Well, eventually, I got it towed back to the Goodyear at MIT, the same one
where I got the tires replaced in November after a blowout on Rt. 2 at 3 AM
one Sunday (I had to wait until 5:00 AM for a passing bus driver, since *not*
one car passed that exit from a major state highway... no call boxes like CA,
either). The next morning, the manager already had my dossier out when I
walked in, salivating over an additional two top-of-the-line tire sales...

The final insult to injury {besides having to repeat the tale the next day at
work...) was taking Don to dinner again the next night... within walking
distance, of course! I called the mechanic, who said the tires were completely
ship-shape and ready to pick up.
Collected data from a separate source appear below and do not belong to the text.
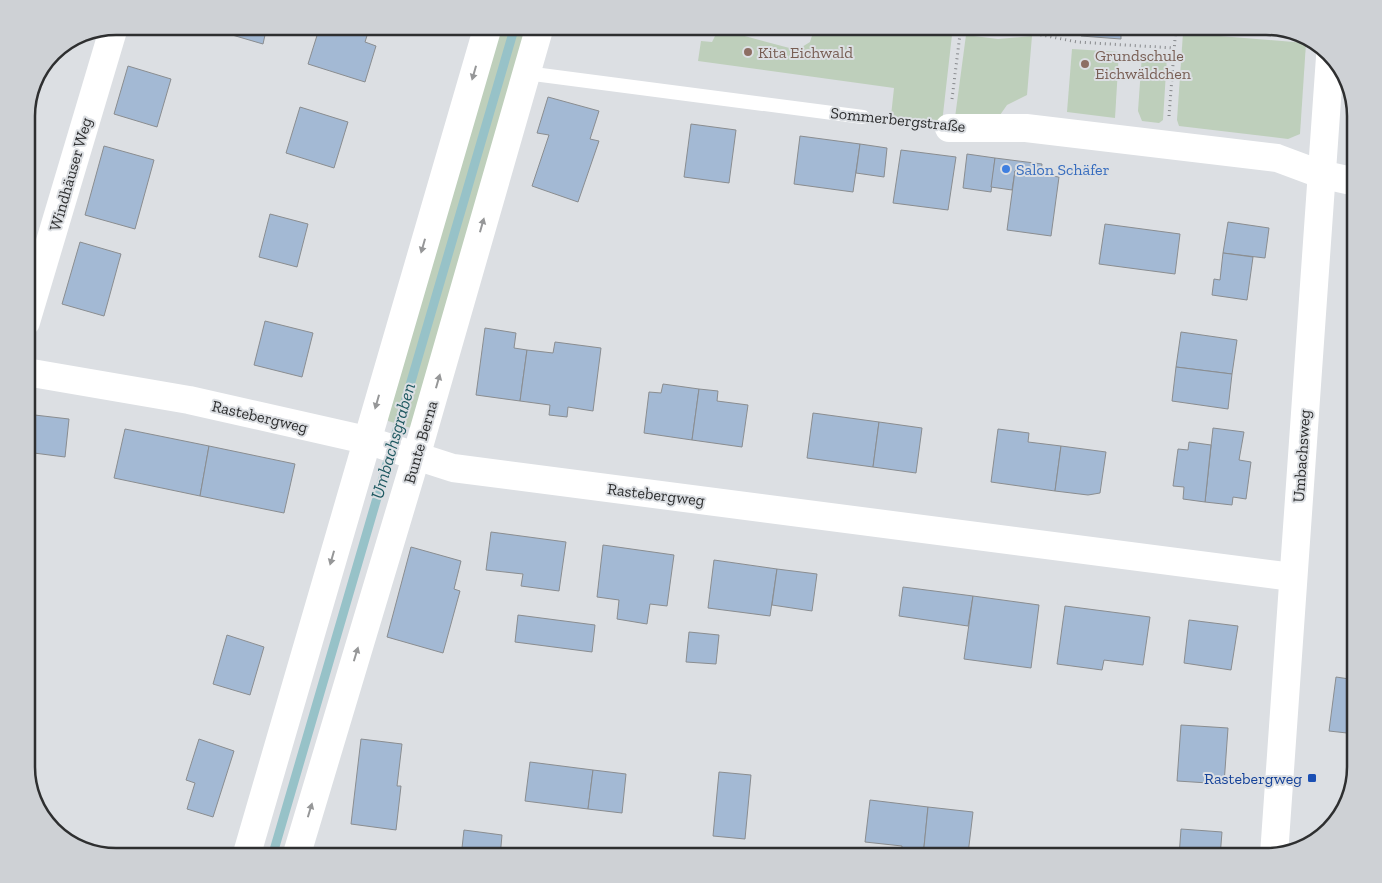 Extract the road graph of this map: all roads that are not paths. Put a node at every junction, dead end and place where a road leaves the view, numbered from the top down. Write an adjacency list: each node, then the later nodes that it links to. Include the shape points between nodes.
1 (486, 35): 12 (street, Bunte Berna, one-way to 12)
2 (537, 35): 5 (street, Bunte Berna)
3 (111, 36): 10 (street, Windhäuser Weg)
4 (1329, 66): 8 (street, Umbachsweg)
5 (526, 72): 6 (lane, Sommerbergstraße); 12 (street, Bunte Berna, one-way to 5)
6 (863, 116)
7 (949, 128): 8 (street, Sommerbergstraße, via 1026,128 1167,144 1278,158)
8 (1320, 174): 9 (street, Sommerbergstraße); 13 (street, Umbachsweg)
9 (1347, 180)
10 (35, 292)
11 (35, 374): 12 (street, Rastebergweg, via 189,400)
12 (392, 448): 13 (street, Rastebergweg, via 453,468); 15 (street, Bunte Berna, one-way to 15); 16 (street, Bunte Berna, one-way to 12)
13 (1293, 577): 14 (street, Umbachsweg)
14 (1275, 847)
15 (249, 848)
16 (298, 848)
Jim dropped me off in the wilds of
industrial Cambridgeport at 5:55 PM, where I was greeted by the sight of my
Bonny, four wheels and four tires... and four feet in the air, on a jig with
all of the oil drained out and the mechanics gone for the day.

Finally defeated, I walked back to Central for dinner.

One day in the life of the Mocked One for your amusement,
Rohit Khare

PS. $380.66. This is going to take padding a whole LOT of expense accounts to
ever write off... but cheap, as stories go.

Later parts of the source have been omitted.